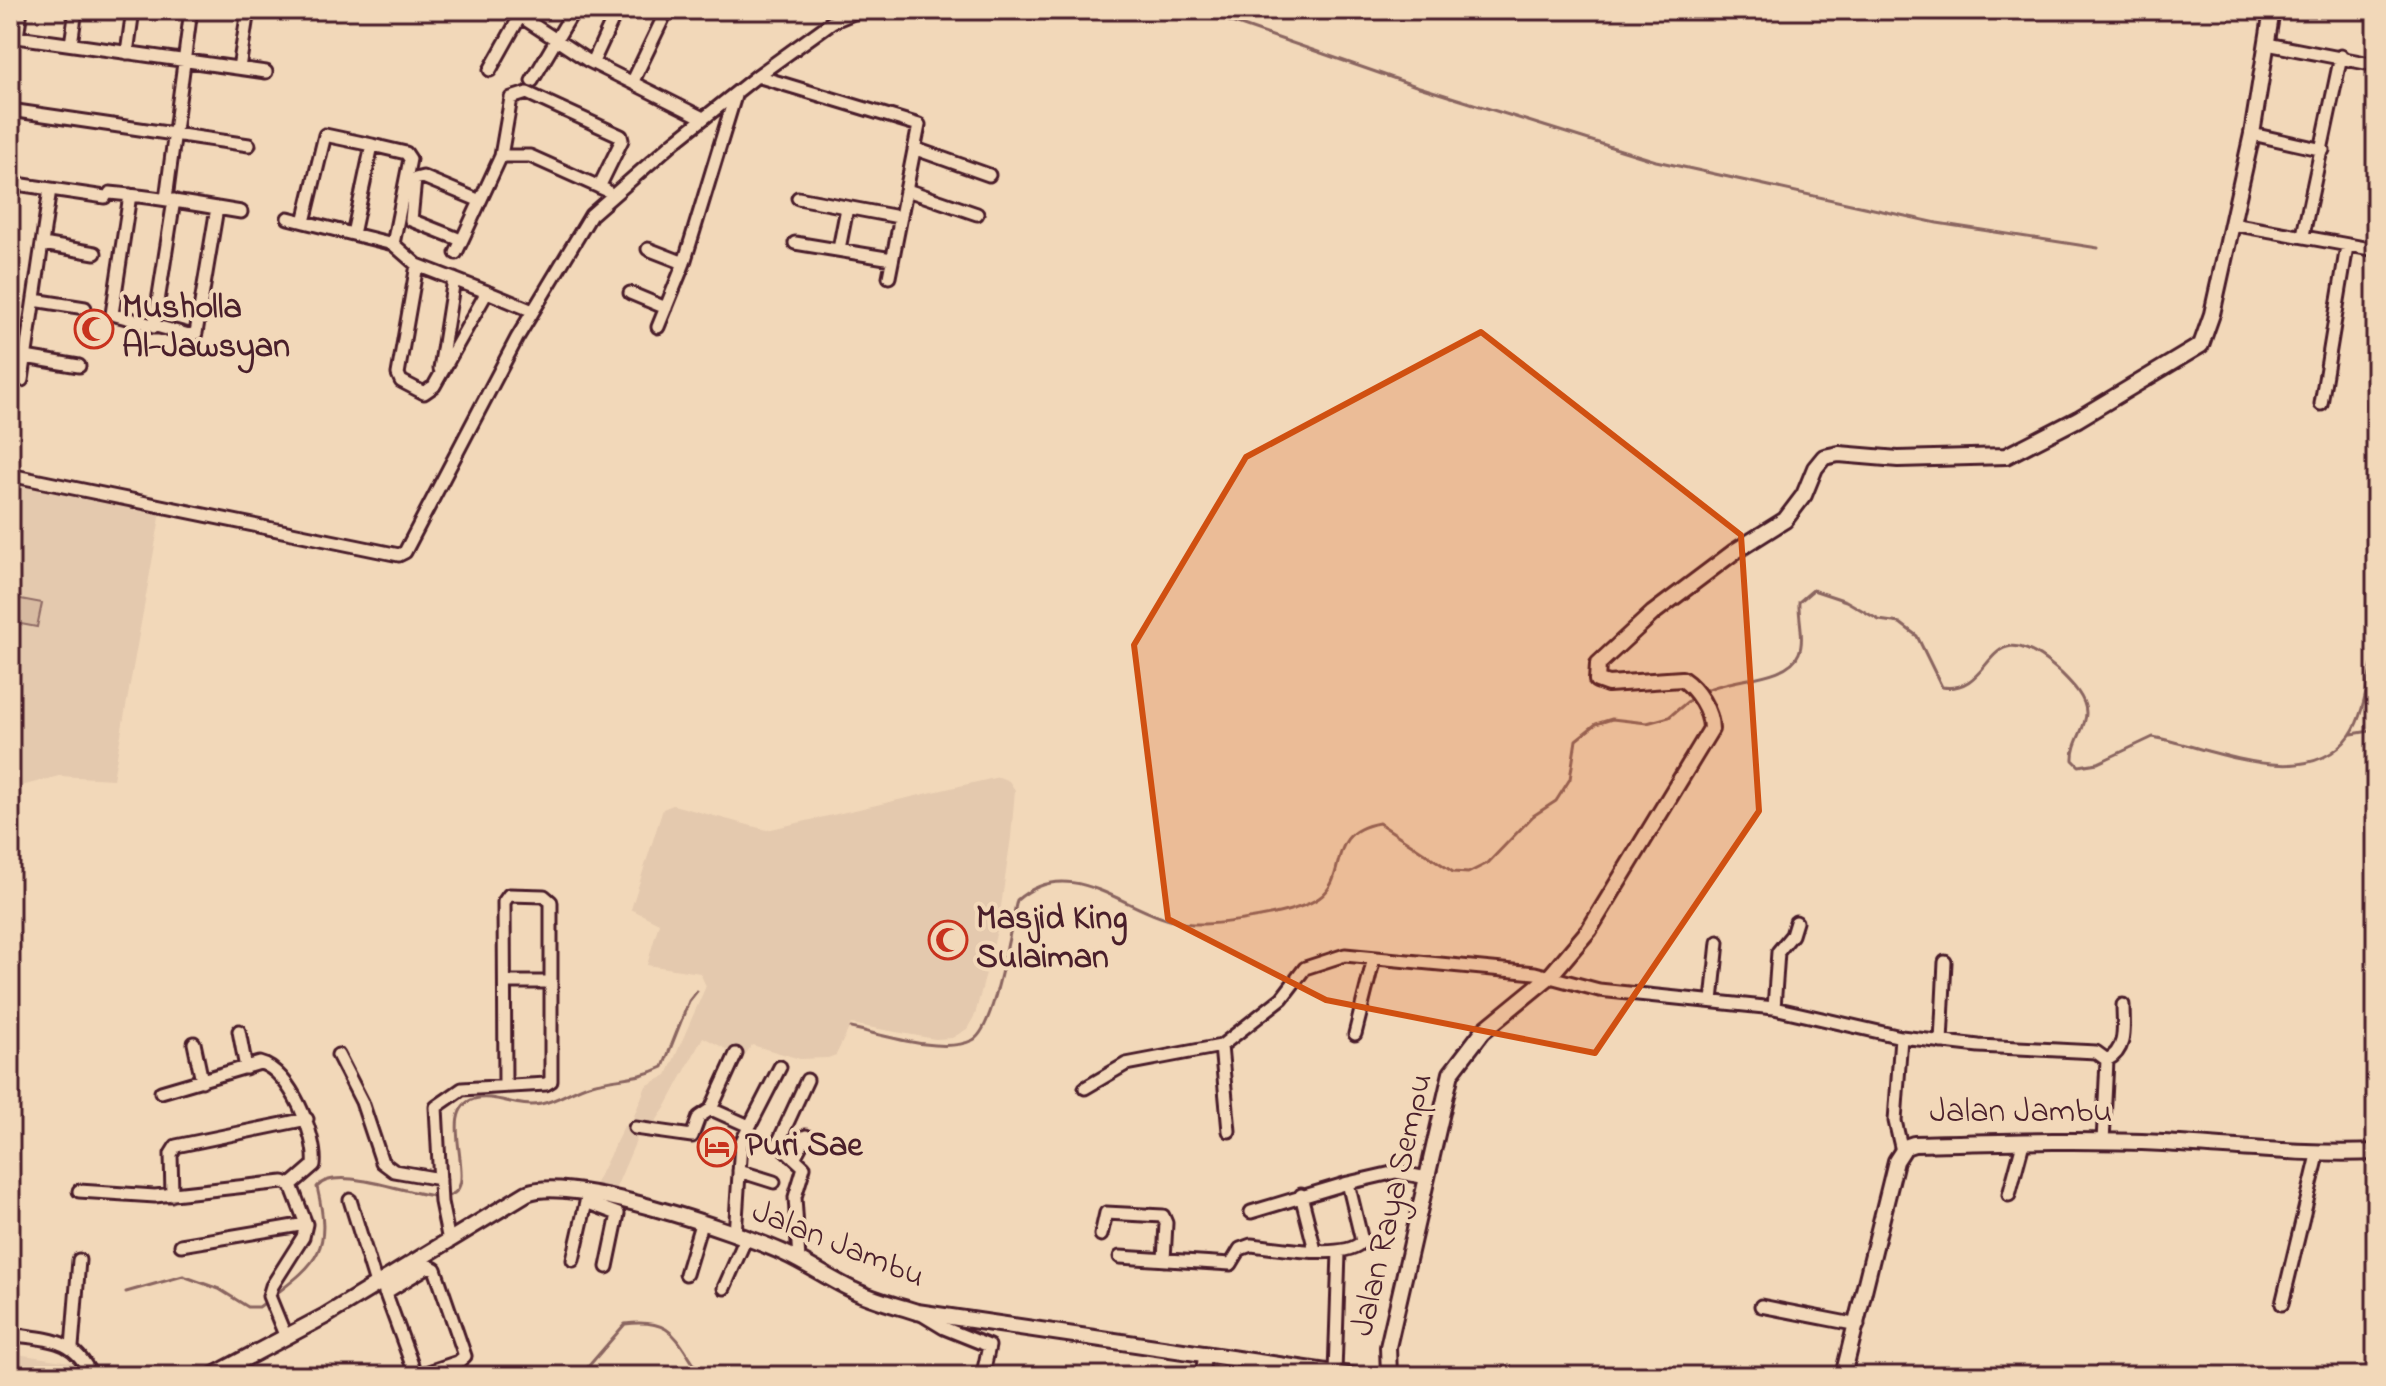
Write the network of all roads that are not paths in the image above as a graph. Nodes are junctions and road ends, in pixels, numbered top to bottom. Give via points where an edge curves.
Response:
1 (21, 10) edge
2 (76, 10) edge
3 (133, 10) edge
4 (191, 10) edge
5 (248, 10) edge
6 (574, 10) edge
7 (617, 10) edge
8 (667, 10) edge
9 (861, 10) edge
10 (2272, 10) edge
11 (522, 13) edge
12 (13, 36) edge
13 (557, 40) junction
14 (71, 44) junction
15 (2267, 44) junction
16 (127, 53) junction
17 (2341, 56) junction
18 (184, 60) junction
19 (593, 62) junction
20 (2376, 65) edge
21 (239, 68) junction
22 (490, 70) dead end
23 (266, 72) dead end
24 (757, 76) junction
25 (532, 81) dead end
26 (633, 81) junction
27 (736, 95) junction
28 (10, 110) edge
29 (703, 118) junction
30 (175, 134) junction
31 (2252, 134) junction
32 (249, 145) dead end
33 (372, 145) junction
34 (916, 149) junction
35 (2323, 150) junction
36 (501, 156) junction
37 (989, 175) dead end
38 (10, 183) edge
39 (599, 187) junction
40 (50, 189) junction
41 (907, 190) junction
42 (613, 194) junction
43 (130, 195) junction
44 (798, 198) dead end
45 (170, 200) junction
46 (478, 200) junction
47 (217, 208) junction
48 (847, 208) junction
49 (241, 212) dead end
50 (977, 214) dead end
51 (899, 217) junction
52 (288, 218) dead end
53 (304, 222) junction
54 (2232, 224) junction
55 (353, 234) junction
56 (2303, 235) junction
57 (461, 240) junction
58 (795, 243) dead end
59 (43, 244) junction
60 (393, 244) junction
61 (2347, 246) junction
62 (648, 249) dead end
63 (839, 249) junction
64 (2376, 250) edge
65 (95, 253) dead end
66 (456, 253) dead end
67 (892, 259) junction
68 (684, 263) junction
69 (417, 265) junction
70 (889, 277) dead end
71 (454, 279) junction
72 (487, 292) junction
73 (630, 293) dead end
74 (34, 300) junction
75 (85, 308) dead end
76 (666, 308) junction
77 (533, 311) junction
78 (154, 327) junction
79 (658, 327) dead end
80 (25, 357) junction
81 (79, 366) dead end
82 (439, 376) junction
83 (22, 380) dead end
84 (2321, 404) dead end
85 (10, 475) edge
86 (1796, 922) dead end
87 (1718, 942) dead end
88 (1374, 958) junction
89 (1945, 962) dead end
90 (1550, 976) junction
91 (505, 982) junction
92 (550, 982) junction
93 (1712, 1001) junction
94 (2123, 1005) dead end
95 (1774, 1008) junction
96 (239, 1031) dead end
97 (1355, 1034) dead end
98 (1901, 1037) junction
99 (1941, 1042) junction
100 (194, 1043) dead end
101 (1221, 1046) junction
102 (736, 1054) dead end
103 (338, 1055) dead end
104 (2107, 1060) junction
105 (780, 1067) dead end
106 (246, 1068) junction
107 (807, 1080) dead end
108 (202, 1081) junction
109 (505, 1085) junction
110 (1085, 1088) dead end
111 (161, 1092) dead end
112 (711, 1109) junction
113 (307, 1119) junction
114 (749, 1126) junction
115 (635, 1128) dead end
116 (1229, 1131) dead end
117 (806, 1136) dead end
118 (2103, 1142) junction
119 (2023, 1143) junction
120 (1902, 1151) junction
121 (2376, 1152) edge
122 (2318, 1155) junction
123 (794, 1158) junction
124 (739, 1171) junction
125 (1427, 1178) junction
126 (774, 1182) dead end
127 (1348, 1183) junction
128 (440, 1184) junction
129 (291, 1185) junction
130 (79, 1191) dead end
131 (172, 1195) junction
132 (1301, 1195) junction
133 (2009, 1195) dead end
134 (587, 1198) junction
135 (350, 1200) dead end
136 (1251, 1212) dead end
137 (306, 1224) junction
138 (701, 1224) junction
139 (1101, 1235) dead end
140 (740, 1237) junction
141 (449, 1241) junction
142 (181, 1245) dead end
143 (1315, 1250) junction
144 (1339, 1252) junction
145 (1120, 1257) dead end
146 (79, 1260) dead end
147 (573, 1260) dead end
148 (799, 1260) junction
149 (1164, 1260) junction
150 (607, 1267) dead end
151 (686, 1274) dead end
152 (381, 1286) junction
153 (724, 1288) dead end
154 (2282, 1304) dead end
155 (1761, 1306) dead end
156 (917, 1312) junction
157 (1001, 1325) junction
158 (1858, 1325) junction
159 (10, 1334) edge
160 (285, 1335) junction
161 (978, 1341) junction
162 (72, 1347) junction
163 (1205, 1353) junction
164 (984, 1369) dead end
165 (1335, 1373) junction
166 (91, 1376) edge
167 (212, 1376) edge
168 (416, 1376) edge
169 (1202, 1376) edge
170 (1354, 1376) edge
171 (1389, 1376) edge
172 (1843, 1376) edge

1 - 12 street
2 - 14 street
3 - 16 street
4 - 18 street
5 - 21 street
6 - 13 street
7 - 19 street
8 - 26 street
9 - 24 street via 832,22
10 - 15 street
11 - 13 street
11 - 22 street
12 - 14 street
13 - 19 street
13 - 25 street
14 - 16 street
15 - 17 street
15 - 31 street
16 - 18 street
17 - 20 street
17 - 35 street
18 - 21 street
18 - 30 street
19 - 26 street
21 - 23 street
24 - 27 street
24 - 34 street via 916,123 921,128
26 - 29 street
27 - 29 street
27 - 68 street
28 - 30 street
29 - 42 street
30 - 32 street
30 - 45 street
31 - 35 street
31 - 54 street
33 - 53 street via 325,135
33 - 55 street
33 - 60 street via 406,153 410,159
34 - 37 street
34 - 41 street
35 - 56 street
36 - 39 street via 530,156
36 - 39 street via 511,98 527,93 621,136
36 - 46 street
38 - 40 street
39 - 42 street
40 - 43 street
40 - 59 street
41 - 50 street
41 - 51 street
42 - 77 street via 584,225
43 - 45 street
43 - 78 street via 112,314
44 - 48 street
45 - 47 street
45 - 78 street
46 - 57 street
46 - 57 street via 423,177 415,179 411,220
47 - 49 street
47 - 78 street via 199,329 189,335
48 - 51 street
48 - 63 street
51 - 67 street
52 - 53 street
53 - 55 street
54 - 56 street
54 - 90 street, Jalan Raya Sempu via 2208,335 2194,352 2006,456 1824,457 1785,520 1653,613 1606,655 1597,680 1608,684 1675,678 1690,685 1711,720 1708,737 1599,917
55 - 60 street
56 - 61 street
57 - 66 street
58 - 63 street
59 - 65 street
59 - 74 street
60 - 69 street
61 - 64 street
61 - 84 street
62 - 68 street
63 - 67 street
67 - 70 street
68 - 76 street
69 - 71 street
69 - 82 street via 399,378 424,393
71 - 72 street
71 - 82 street
72 - 77 street
72 - 82 street
73 - 76 street
74 - 75 street
74 - 80 street
76 - 79 street
77 - 85 street via 399,555
80 - 81 street
80 - 83 street
86 - 95 street via 1778,952
87 - 93 street
88 - 90 street
88 - 97 street
88 - 101 street via 1345,955 1305,968 1282,998
89 - 99 street
90 - 93 street via 1599,990
90 - 125 street, Jalan Raya Sempu via 1483,1031 1455,1066
91 - 92 street
91 - 92 street via 505,898 544,896 551,902
91 - 109 street
92 - 109 street via 551,1081
93 - 95 street
94 - 104 street via 2122,1046
95 - 98 street
96 - 106 street
98 - 99 street
98 - 120 street via 1895,1121
99 - 104 street via 2096,1052
100 - 108 street
101 - 110 street via 1126,1064
101 - 116 street
102 - 112 street
103 - 128 street via 362,1102 382,1162 394,1171
104 - 118 street
105 - 114 street
106 - 108 street
106 - 113 street via 260,1063 278,1073
107 - 123 street via 778,1143
108 - 111 street
109 - 128 street via 462,1089 436,1107
112 - 114 street
112 - 115 street via 697,1121 694,1135
113 - 129 street via 314,1165
113 - 131 street via 176,1146 171,1154
114 - 124 street via 741,1143
117 - 123 street
118 - 119 street, Jalan Jambu
118 - 122 street, Jalan Jambu
119 - 120 street, Jalan Jambu via 1914,1144
119 - 133 street
120 - 158 street, Jalan Jambu
121 - 122 street, Jalan Jambu
122 - 154 street
123 - 148 street via 804,1167 795,1197
124 - 126 street
124 - 140 street
125 - 127 street via 1396,1172
125 - 171 street, Jalan Raya Sempu via 1388,1347
127 - 132 street
127 - 144 street via 1362,1241
128 - 141 street
129 - 131 street
129 - 137 street
130 - 131 street
132 - 136 street
132 - 143 street
134 - 138 street, Jalan Jambu
134 - 141 street, Jalan Jambu via 536,1189
134 - 147 street
134 - 150 street via 618,1214
135 - 152 street
137 - 142 street
137 - 160 street via 299,1247 272,1286 271,1302
138 - 140 street, Jalan Jambu
138 - 151 street
139 - 149 street via 1106,1213 1163,1216
140 - 148 street, Jalan Jambu
140 - 153 street
141 - 152 street, Jalan Jambu
143 - 144 street
143 - 149 street via 1251,1245 1240,1249 1231,1264
144 - 165 street
145 - 149 street
146 - 162 street
148 - 156 street, Jalan Jambu via 864,1296
152 - 160 street, Jalan Jambu
152 - 168 street
152 - 168 street via 429,1266 435,1269 465,1356
155 - 158 street
156 - 157 street, Jalan Jambu
156 - 161 street
157 - 161 street
157 - 163 street, Jalan Jambu
158 - 172 street, Jalan Jambu
159 - 162 street
160 - 167 street, Jalan Jambu
161 - 164 street via 989,1347
162 - 166 street
163 - 165 street, Jalan Jambu
163 - 169 street
165 - 170 street, Jalan Jambu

Exercise details
Each line that includes the word "Raya" counts once; report how many such lines the entries have, and nothing else.

Result for this exercise
3